[Records drawn from a dataset]
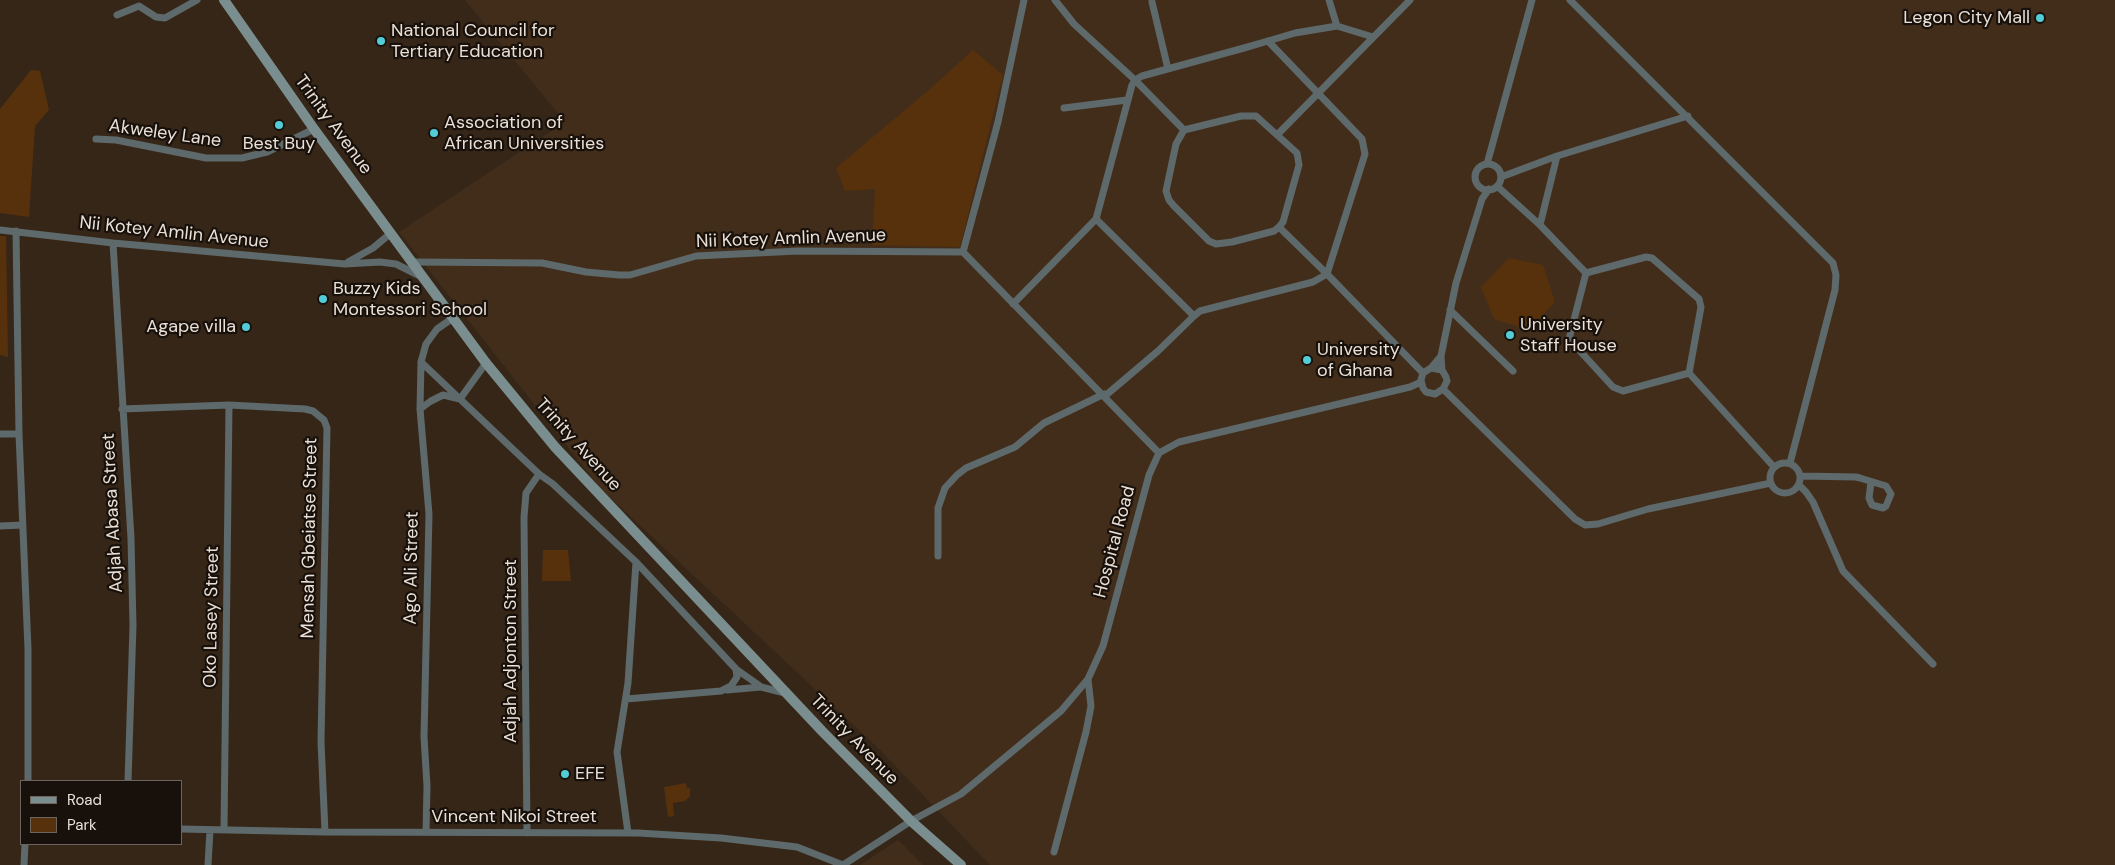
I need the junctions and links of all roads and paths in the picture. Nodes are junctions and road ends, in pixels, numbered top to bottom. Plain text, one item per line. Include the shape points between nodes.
1 (197, 0) edge
2 (224, 0) edge
3 (1024, 0) edge
4 (1055, 0) edge
5 (1329, 0) edge
6 (1410, 0) edge
7 (1532, 0) edge
8 (1570, 0) edge
9 (1152, 2) dead end
10 (116, 15) dead end
11 (1337, 26) junction
12 (1373, 37) junction
13 (1268, 41) junction
14 (1168, 69) junction
15 (1135, 80) junction
16 (1318, 92) junction
17 (1127, 100) junction
18 (1064, 108) dead end
19 (1688, 116) junction
20 (314, 129) junction
21 (1184, 130) junction
22 (1277, 134) junction
23 (96, 139) dead end
24 (1557, 156) junction
25 (1490, 165) junction
26 (1500, 177) junction
27 (1480, 186) junction
28 (1497, 186) junction
29 (1489, 189) junction
30 (1482, 199) junction
31 (1096, 219) junction
32 (1540, 225) junction
33 (1279, 227) junction
34 (0, 230) edge
35 (16, 231) junction
36 (391, 233) junction
37 (113, 243) junction
38 (963, 252) junction
39 (413, 262) junction
40 (345, 264) junction
41 (1586, 273) junction
42 (1327, 274) junction
43 (425, 278) junction
44 (1013, 304) junction
45 (1450, 310) junction
46 (1194, 316) junction
47 (453, 318) junction
48 (1441, 356) junction
49 (421, 362) junction
50 (486, 363) junction
51 (1431, 368) junction
52 (1442, 370) junction
53 (1513, 370) dead end
54 (1423, 373) junction
55 (1689, 373) junction
56 (1422, 385) junction
57 (1444, 389) junction
58 (1104, 395) junction
59 (460, 399) junction
60 (229, 405) junction
61 (122, 409) junction
62 (420, 409) junction
63 (0, 434) edge
64 (19, 434) junction
65 (1159, 453) junction
66 (1790, 463) junction
67 (1774, 467) junction
68 (539, 474) junction
69 (1800, 476) junction
70 (1871, 482) dead end
71 (1771, 483) junction
72 (1799, 485) junction
73 (22, 525) junction
74 (0, 526) edge
75 (938, 556) dead end
76 (636, 562) junction
77 (1933, 664) dead end
78 (736, 669) junction
79 (1088, 679) junction
80 (761, 687) junction
81 (722, 691) junction
82 (786, 693) junction
83 (626, 699) junction
84 (28, 780) edge
85 (128, 780) edge
86 (911, 821) junction
87 (182, 829) edge
88 (224, 829) junction
89 (210, 830) junction
90 (325, 832) junction
91 (426, 832) junction
92 (527, 832) junction
93 (628, 833) junction
94 (25, 845) edge
95 (1054, 852) dead end
96 (24, 865) edge
97 (208, 865) edge
98 (843, 865) edge
99 (961, 865) edge

1 - 10 street via 165,18 156,17 139,6
2 - 20 street, Trinity Avenue
3 - 38 street via 998,122
4 - 15 street via 1074,24
5 - 11 street
6 - 12 street
7 - 25 street
8 - 19 street
9 - 14 street
11 - 12 street
11 - 13 street
12 - 16 street
13 - 14 street
13 - 16 street
14 - 15 street
15 - 17 street
15 - 21 street
16 - 22 street
16 - 42 street via 1365,147
17 - 18 street
17 - 31 street
19 - 24 street
19 - 66 street via 1824,253 1836,275 1835,290
20 - 23 street, Akweley Lane via 267,152 242,158 206,158
20 - 36 street, Trinity Avenue
21 - 22 street via 1241,116 1256,116
21 - 33 street via 1176,144 1166,191 1174,206 1216,244
22 - 33 street via 1297,153 1299,165
24 - 26 street
24 - 32 street
25 - 26 street via 1500,173
25 - 27 street via 1481,166 1476,174
26 - 28 street
27 - 29 street
27 - 30 street
28 - 29 street
28 - 32 street
29 - 30 street
30 - 45 street
31 - 44 street
31 - 46 street
32 - 41 street
33 - 42 street
34 - 35 street, Nii Kotey Amlin Avenue
35 - 37 street, Nii Kotey Amlin Avenue
35 - 64 street
36 - 39 street, Trinity Avenue
36 - 40 street
37 - 40 street, Nii Kotey Amlin Avenue
37 - 61 street, Adjah Abasa Street
38 - 39 street, Nii Kotey Amlin Avenue via 798,251 696,256 620,275 542,263
38 - 44 street
39 - 43 street, Trinity Avenue
40 - 43 street, Nii Kotey Amlin Avenue via 396,264
41 - 55 street via 1652,258 1699,299 1701,307
41 - 55 street via 1568,340 1613,387 1623,391
42 - 46 street via 1313,282 1200,311
42 - 54 street
43 - 47 street, Trinity Avenue
44 - 58 street
45 - 48 street
45 - 53 street
46 - 58 street via 1158,351
47 - 49 street, Ago Ali Street via 437,329 426,344
47 - 50 street, Trinity Avenue
48 - 51 street
48 - 52 street
49 - 59 street
49 - 62 street, Ago Ali Street
50 - 59 street
50 - 82 street, Trinity Avenue via 555,447
51 - 52 street
51 - 54 street
52 - 57 street via 1447,381
54 - 56 street
55 - 67 street
56 - 57 street via 1426,392 1435,394
56 - 65 street via 1179,442
57 - 71 street via 1575,519 1585,525
58 - 65 street
58 - 75 street via 1044,423 1015,447 957,475 945,488 938,508
59 - 62 street via 443,395
59 - 68 street
60 - 61 street, Mensah Gbeiatse Street
60 - 88 street, Oko Lasey Street
60 - 90 street, Mensah Gbeiatse Street via 305,409 324,420 327,428 321,742
61 - 85 street, Adjah Abasa Street via 133,626
62 - 91 street, Ago Ali Street via 429,514 424,737 428,786
63 - 64 street
64 - 73 street
65 - 79 street, Hospital Road via 1149,475 1103,646
66 - 67 street
66 - 69 street
67 - 71 street
68 - 76 street
68 - 92 street, Adjah Adjonton Street via 526,493 524,517
69 - 70 street via 1856,477
69 - 72 street
71 - 72 street via 1784,493
72 - 77 street via 1813,502 1843,571
73 - 74 street
73 - 84 street via 28,650
76 - 78 street
76 - 83 street
78 - 80 street
78 - 81 street via 736,678 731,686
79 - 86 street, Hospital Road via 1061,711 961,794
79 - 95 street via 1091,706
80 - 81 street
80 - 82 street
81 - 83 street
82 - 86 street, Trinity Avenue
83 - 93 street via 617,752
86 - 98 street, Hospital Road
86 - 99 street, Trinity Avenue
87 - 89 street, Vincent Nikoi Street
88 - 89 street, Vincent Nikoi Street
88 - 90 street, Vincent Nikoi Street
89 - 97 street
90 - 91 street, Vincent Nikoi Street
91 - 92 street, Vincent Nikoi Street
92 - 93 street, Vincent Nikoi Street
93 - 98 street, Vincent Nikoi Street via 721,838 797,848
94 - 96 street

DIRECTIONS FOR THIS TASK: Work out how many lines in the records above contain the word "Amlin". State only that number.

TASK OUTPUT: 5